### Directions
Start at the first line below and write out everything verbatim except the pictures.

### Data to process
Segment Open

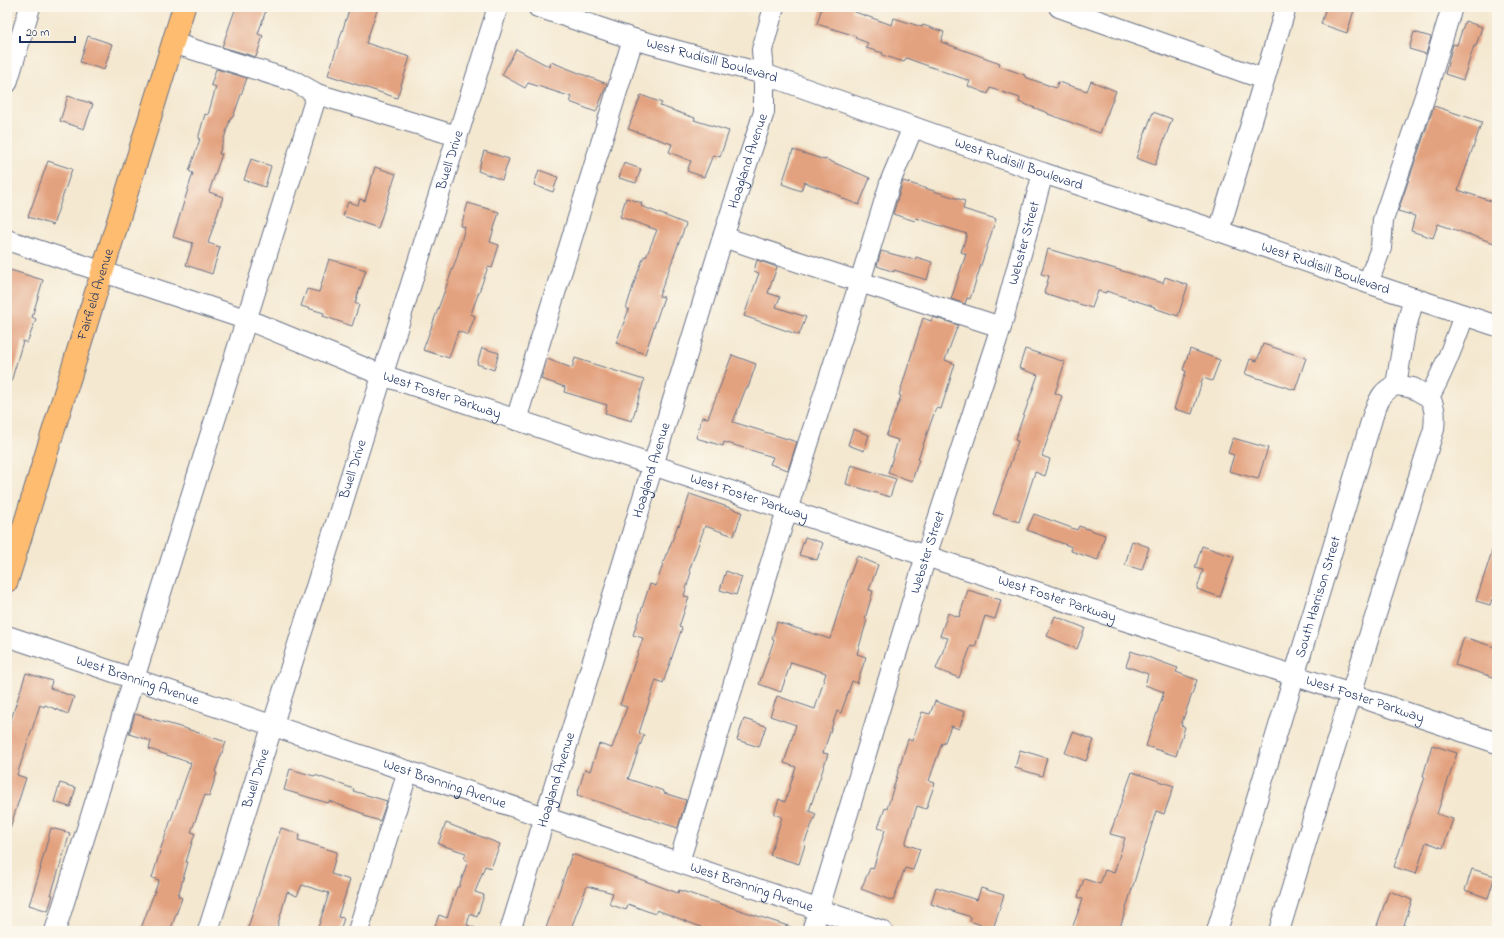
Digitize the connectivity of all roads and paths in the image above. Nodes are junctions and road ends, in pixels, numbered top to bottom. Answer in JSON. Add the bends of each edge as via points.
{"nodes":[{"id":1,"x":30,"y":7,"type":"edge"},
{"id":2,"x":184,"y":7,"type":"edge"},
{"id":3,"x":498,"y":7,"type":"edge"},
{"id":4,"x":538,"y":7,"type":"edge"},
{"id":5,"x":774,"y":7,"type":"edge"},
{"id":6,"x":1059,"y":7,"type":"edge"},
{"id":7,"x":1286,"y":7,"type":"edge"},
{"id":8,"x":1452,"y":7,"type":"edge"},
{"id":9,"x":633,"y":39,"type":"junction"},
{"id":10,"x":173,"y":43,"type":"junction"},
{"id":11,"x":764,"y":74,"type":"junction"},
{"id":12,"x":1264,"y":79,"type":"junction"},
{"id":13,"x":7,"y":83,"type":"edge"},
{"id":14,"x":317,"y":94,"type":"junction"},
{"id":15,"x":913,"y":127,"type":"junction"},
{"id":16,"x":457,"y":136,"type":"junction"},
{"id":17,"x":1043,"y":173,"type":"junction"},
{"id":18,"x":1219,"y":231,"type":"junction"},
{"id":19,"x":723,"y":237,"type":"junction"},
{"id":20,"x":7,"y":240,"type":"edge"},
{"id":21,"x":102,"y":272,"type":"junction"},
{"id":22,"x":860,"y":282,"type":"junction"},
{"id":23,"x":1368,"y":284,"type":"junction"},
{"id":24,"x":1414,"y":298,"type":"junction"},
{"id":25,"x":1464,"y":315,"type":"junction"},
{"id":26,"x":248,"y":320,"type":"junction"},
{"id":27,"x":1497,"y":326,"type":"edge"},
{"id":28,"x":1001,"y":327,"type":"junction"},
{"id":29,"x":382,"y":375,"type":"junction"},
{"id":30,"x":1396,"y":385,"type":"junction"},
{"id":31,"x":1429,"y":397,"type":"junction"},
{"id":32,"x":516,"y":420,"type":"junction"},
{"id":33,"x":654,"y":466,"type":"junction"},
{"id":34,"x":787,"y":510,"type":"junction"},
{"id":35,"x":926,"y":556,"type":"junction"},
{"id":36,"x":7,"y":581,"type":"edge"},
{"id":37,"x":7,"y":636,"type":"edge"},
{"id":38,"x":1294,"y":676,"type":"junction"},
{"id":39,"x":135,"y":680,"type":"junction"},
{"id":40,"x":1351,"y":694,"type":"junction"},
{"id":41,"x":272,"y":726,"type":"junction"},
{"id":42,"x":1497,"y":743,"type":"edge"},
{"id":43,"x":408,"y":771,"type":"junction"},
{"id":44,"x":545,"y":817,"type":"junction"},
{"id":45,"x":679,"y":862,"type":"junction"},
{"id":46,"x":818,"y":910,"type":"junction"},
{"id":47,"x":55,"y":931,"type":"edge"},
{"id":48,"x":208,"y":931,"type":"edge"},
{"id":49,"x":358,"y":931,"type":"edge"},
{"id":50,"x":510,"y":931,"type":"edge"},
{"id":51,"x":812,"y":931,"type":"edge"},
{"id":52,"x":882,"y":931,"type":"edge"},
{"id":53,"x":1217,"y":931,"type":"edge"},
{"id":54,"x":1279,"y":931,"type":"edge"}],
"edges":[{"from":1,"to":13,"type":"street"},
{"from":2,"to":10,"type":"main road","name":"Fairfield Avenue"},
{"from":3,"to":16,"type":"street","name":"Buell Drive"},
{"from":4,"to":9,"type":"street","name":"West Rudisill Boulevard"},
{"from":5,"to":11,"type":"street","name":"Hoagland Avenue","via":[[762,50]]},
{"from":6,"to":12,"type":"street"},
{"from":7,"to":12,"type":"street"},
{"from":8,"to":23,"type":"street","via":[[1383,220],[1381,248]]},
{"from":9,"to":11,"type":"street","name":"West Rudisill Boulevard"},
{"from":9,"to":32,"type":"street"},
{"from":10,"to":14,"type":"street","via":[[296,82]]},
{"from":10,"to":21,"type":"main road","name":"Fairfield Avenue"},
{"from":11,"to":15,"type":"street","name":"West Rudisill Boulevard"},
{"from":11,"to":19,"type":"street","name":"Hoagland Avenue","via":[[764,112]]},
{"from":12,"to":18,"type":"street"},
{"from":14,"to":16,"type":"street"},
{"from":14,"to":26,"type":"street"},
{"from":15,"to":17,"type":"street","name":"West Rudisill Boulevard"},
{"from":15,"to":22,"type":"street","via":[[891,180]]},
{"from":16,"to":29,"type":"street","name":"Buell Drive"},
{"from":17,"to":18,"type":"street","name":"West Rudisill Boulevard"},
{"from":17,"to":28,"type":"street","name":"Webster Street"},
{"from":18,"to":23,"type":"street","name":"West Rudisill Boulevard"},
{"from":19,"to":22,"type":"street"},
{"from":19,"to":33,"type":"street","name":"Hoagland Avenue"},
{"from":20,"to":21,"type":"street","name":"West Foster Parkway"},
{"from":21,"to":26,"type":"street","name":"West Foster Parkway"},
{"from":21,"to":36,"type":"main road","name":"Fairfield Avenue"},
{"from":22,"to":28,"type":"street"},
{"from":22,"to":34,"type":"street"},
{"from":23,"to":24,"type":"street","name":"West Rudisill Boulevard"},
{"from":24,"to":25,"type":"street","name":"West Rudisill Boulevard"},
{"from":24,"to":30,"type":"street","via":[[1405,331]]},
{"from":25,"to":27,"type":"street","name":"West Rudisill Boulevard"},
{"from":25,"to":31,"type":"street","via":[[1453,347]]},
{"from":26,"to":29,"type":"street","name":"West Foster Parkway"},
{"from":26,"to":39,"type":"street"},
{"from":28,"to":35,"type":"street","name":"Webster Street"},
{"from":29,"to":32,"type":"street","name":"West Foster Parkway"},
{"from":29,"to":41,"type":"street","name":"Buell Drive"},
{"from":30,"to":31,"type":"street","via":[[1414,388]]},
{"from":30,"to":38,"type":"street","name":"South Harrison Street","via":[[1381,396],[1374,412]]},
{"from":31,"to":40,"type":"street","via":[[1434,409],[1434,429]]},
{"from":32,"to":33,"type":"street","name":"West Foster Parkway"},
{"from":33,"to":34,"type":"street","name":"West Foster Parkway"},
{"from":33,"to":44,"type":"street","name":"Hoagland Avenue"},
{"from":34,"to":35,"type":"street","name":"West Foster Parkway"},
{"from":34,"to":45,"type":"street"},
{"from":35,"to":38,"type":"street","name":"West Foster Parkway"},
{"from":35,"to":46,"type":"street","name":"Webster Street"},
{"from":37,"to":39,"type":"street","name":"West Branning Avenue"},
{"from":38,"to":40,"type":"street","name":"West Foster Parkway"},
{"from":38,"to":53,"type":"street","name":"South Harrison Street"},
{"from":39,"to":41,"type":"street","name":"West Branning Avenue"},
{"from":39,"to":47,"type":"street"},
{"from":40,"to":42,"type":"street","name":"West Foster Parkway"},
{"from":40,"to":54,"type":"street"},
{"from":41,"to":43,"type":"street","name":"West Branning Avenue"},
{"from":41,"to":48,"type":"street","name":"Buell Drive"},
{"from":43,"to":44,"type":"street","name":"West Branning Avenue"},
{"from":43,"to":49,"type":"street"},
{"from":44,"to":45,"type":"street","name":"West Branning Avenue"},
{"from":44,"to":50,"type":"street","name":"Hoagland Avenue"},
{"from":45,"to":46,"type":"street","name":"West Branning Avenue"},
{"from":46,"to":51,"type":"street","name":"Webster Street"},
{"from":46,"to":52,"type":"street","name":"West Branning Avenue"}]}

Segment Closed

### Task solution
Digitize the connectivity of all roads and paths in the image above. Nodes are junctions and road ends, in pixels, numbered top to bottom. Answer in JSON. Add the bends of each edge as via points.
{"nodes":[{"id":1,"x":30,"y":7,"type":"edge"},
{"id":2,"x":184,"y":7,"type":"edge"},
{"id":3,"x":498,"y":7,"type":"edge"},
{"id":4,"x":538,"y":7,"type":"edge"},
{"id":5,"x":774,"y":7,"type":"edge"},
{"id":6,"x":1059,"y":7,"type":"edge"},
{"id":7,"x":1286,"y":7,"type":"edge"},
{"id":8,"x":1452,"y":7,"type":"edge"},
{"id":9,"x":633,"y":39,"type":"junction"},
{"id":10,"x":173,"y":43,"type":"junction"},
{"id":11,"x":764,"y":74,"type":"junction"},
{"id":12,"x":1264,"y":79,"type":"junction"},
{"id":13,"x":7,"y":83,"type":"edge"},
{"id":14,"x":317,"y":94,"type":"junction"},
{"id":15,"x":913,"y":127,"type":"junction"},
{"id":16,"x":457,"y":136,"type":"junction"},
{"id":17,"x":1043,"y":173,"type":"junction"},
{"id":18,"x":1219,"y":231,"type":"junction"},
{"id":19,"x":723,"y":237,"type":"junction"},
{"id":20,"x":7,"y":240,"type":"edge"},
{"id":21,"x":102,"y":272,"type":"junction"},
{"id":22,"x":860,"y":282,"type":"junction"},
{"id":23,"x":1368,"y":284,"type":"junction"},
{"id":24,"x":1414,"y":298,"type":"junction"},
{"id":25,"x":1464,"y":315,"type":"junction"},
{"id":26,"x":248,"y":320,"type":"junction"},
{"id":27,"x":1497,"y":326,"type":"edge"},
{"id":28,"x":1001,"y":327,"type":"junction"},
{"id":29,"x":382,"y":375,"type":"junction"},
{"id":30,"x":1396,"y":385,"type":"junction"},
{"id":31,"x":1429,"y":397,"type":"junction"},
{"id":32,"x":516,"y":420,"type":"junction"},
{"id":33,"x":654,"y":466,"type":"junction"},
{"id":34,"x":787,"y":510,"type":"junction"},
{"id":35,"x":926,"y":556,"type":"junction"},
{"id":36,"x":7,"y":581,"type":"edge"},
{"id":37,"x":7,"y":636,"type":"edge"},
{"id":38,"x":1294,"y":676,"type":"junction"},
{"id":39,"x":135,"y":680,"type":"junction"},
{"id":40,"x":1351,"y":694,"type":"junction"},
{"id":41,"x":272,"y":726,"type":"junction"},
{"id":42,"x":1497,"y":743,"type":"edge"},
{"id":43,"x":408,"y":771,"type":"junction"},
{"id":44,"x":545,"y":817,"type":"junction"},
{"id":45,"x":679,"y":862,"type":"junction"},
{"id":46,"x":818,"y":910,"type":"junction"},
{"id":47,"x":55,"y":931,"type":"edge"},
{"id":48,"x":208,"y":931,"type":"edge"},
{"id":49,"x":358,"y":931,"type":"edge"},
{"id":50,"x":510,"y":931,"type":"edge"},
{"id":51,"x":812,"y":931,"type":"edge"},
{"id":52,"x":882,"y":931,"type":"edge"},
{"id":53,"x":1217,"y":931,"type":"edge"},
{"id":54,"x":1279,"y":931,"type":"edge"}],
"edges":[{"from":1,"to":13,"type":"street"},
{"from":2,"to":10,"type":"main road","name":"Fairfield Avenue"},
{"from":3,"to":16,"type":"street","name":"Buell Drive"},
{"from":4,"to":9,"type":"street","name":"West Rudisill Boulevard"},
{"from":5,"to":11,"type":"street","name":"Hoagland Avenue","via":[[762,50]]},
{"from":6,"to":12,"type":"street"},
{"from":7,"to":12,"type":"street"},
{"from":8,"to":23,"type":"street","via":[[1383,220],[1381,248]]},
{"from":9,"to":11,"type":"street","name":"West Rudisill Boulevard"},
{"from":9,"to":32,"type":"street"},
{"from":10,"to":14,"type":"street","via":[[296,82]]},
{"from":10,"to":21,"type":"main road","name":"Fairfield Avenue"},
{"from":11,"to":15,"type":"street","name":"West Rudisill Boulevard"},
{"from":11,"to":19,"type":"street","name":"Hoagland Avenue","via":[[764,112]]},
{"from":12,"to":18,"type":"street"},
{"from":14,"to":16,"type":"street"},
{"from":14,"to":26,"type":"street"},
{"from":15,"to":17,"type":"street","name":"West Rudisill Boulevard"},
{"from":15,"to":22,"type":"street","via":[[891,180]]},
{"from":16,"to":29,"type":"street","name":"Buell Drive"},
{"from":17,"to":18,"type":"street","name":"West Rudisill Boulevard"},
{"from":17,"to":28,"type":"street","name":"Webster Street"},
{"from":18,"to":23,"type":"street","name":"West Rudisill Boulevard"},
{"from":19,"to":22,"type":"street"},
{"from":19,"to":33,"type":"street","name":"Hoagland Avenue"},
{"from":20,"to":21,"type":"street","name":"West Foster Parkway"},
{"from":21,"to":26,"type":"street","name":"West Foster Parkway"},
{"from":21,"to":36,"type":"main road","name":"Fairfield Avenue"},
{"from":22,"to":28,"type":"street"},
{"from":22,"to":34,"type":"street"},
{"from":23,"to":24,"type":"street","name":"West Rudisill Boulevard"},
{"from":24,"to":25,"type":"street","name":"West Rudisill Boulevard"},
{"from":24,"to":30,"type":"street","via":[[1405,331]]},
{"from":25,"to":27,"type":"street","name":"West Rudisill Boulevard"},
{"from":25,"to":31,"type":"street","via":[[1453,347]]},
{"from":26,"to":29,"type":"street","name":"West Foster Parkway"},
{"from":26,"to":39,"type":"street"},
{"from":28,"to":35,"type":"street","name":"Webster Street"},
{"from":29,"to":32,"type":"street","name":"West Foster Parkway"},
{"from":29,"to":41,"type":"street","name":"Buell Drive"},
{"from":30,"to":31,"type":"street","via":[[1414,388]]},
{"from":30,"to":38,"type":"street","name":"South Harrison Street","via":[[1381,396],[1374,412]]},
{"from":31,"to":40,"type":"street","via":[[1434,409],[1434,429]]},
{"from":32,"to":33,"type":"street","name":"West Foster Parkway"},
{"from":33,"to":34,"type":"street","name":"West Foster Parkway"},
{"from":33,"to":44,"type":"street","name":"Hoagland Avenue"},
{"from":34,"to":35,"type":"street","name":"West Foster Parkway"},
{"from":34,"to":45,"type":"street"},
{"from":35,"to":38,"type":"street","name":"West Foster Parkway"},
{"from":35,"to":46,"type":"street","name":"Webster Street"},
{"from":37,"to":39,"type":"street","name":"West Branning Avenue"},
{"from":38,"to":40,"type":"street","name":"West Foster Parkway"},
{"from":38,"to":53,"type":"street","name":"South Harrison Street"},
{"from":39,"to":41,"type":"street","name":"West Branning Avenue"},
{"from":39,"to":47,"type":"street"},
{"from":40,"to":42,"type":"street","name":"West Foster Parkway"},
{"from":40,"to":54,"type":"street"},
{"from":41,"to":43,"type":"street","name":"West Branning Avenue"},
{"from":41,"to":48,"type":"street","name":"Buell Drive"},
{"from":43,"to":44,"type":"street","name":"West Branning Avenue"},
{"from":43,"to":49,"type":"street"},
{"from":44,"to":45,"type":"street","name":"West Branning Avenue"},
{"from":44,"to":50,"type":"street","name":"Hoagland Avenue"},
{"from":45,"to":46,"type":"street","name":"West Branning Avenue"},
{"from":46,"to":51,"type":"street","name":"Webster Street"},
{"from":46,"to":52,"type":"street","name":"West Branning Avenue"}]}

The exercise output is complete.